* _Assigned task_: Return all lines of the listing below that carry the word "index".

* _Provided records_:
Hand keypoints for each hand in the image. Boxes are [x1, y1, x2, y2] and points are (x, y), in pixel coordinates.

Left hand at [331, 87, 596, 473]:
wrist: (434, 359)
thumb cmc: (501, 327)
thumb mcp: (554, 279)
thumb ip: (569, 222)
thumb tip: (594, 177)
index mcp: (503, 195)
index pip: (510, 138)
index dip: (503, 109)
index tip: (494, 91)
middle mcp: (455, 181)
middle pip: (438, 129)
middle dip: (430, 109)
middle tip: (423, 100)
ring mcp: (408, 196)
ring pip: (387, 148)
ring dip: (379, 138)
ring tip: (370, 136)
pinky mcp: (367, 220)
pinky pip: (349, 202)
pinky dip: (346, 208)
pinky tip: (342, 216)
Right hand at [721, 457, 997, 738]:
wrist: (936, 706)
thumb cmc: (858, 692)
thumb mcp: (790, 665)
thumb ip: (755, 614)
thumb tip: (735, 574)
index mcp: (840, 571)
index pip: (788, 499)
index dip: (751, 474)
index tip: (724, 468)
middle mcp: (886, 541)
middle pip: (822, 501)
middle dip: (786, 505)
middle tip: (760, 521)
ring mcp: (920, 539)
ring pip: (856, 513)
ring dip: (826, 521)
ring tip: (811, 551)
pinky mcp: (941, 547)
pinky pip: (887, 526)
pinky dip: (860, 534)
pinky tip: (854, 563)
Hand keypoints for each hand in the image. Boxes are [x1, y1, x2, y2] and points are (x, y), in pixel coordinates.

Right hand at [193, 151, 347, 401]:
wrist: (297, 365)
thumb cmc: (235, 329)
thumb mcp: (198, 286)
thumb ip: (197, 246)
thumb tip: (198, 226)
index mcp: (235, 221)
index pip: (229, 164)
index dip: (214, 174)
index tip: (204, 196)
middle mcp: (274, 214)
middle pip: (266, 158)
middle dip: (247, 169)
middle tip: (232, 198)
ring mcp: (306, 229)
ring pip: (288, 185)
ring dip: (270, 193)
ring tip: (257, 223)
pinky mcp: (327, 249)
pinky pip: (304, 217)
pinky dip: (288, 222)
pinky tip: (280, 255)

* _Task result_:
index mcp: (503, 195)
index pip: (510, 138)
index dip: (503, 109)
index tip: (494, 91)
index mcp: (840, 571)
index pip: (788, 499)
index dip: (751, 474)
index tip: (724, 468)
index mcp: (235, 221)
index pip: (229, 164)
index dip: (214, 174)
index tip: (204, 196)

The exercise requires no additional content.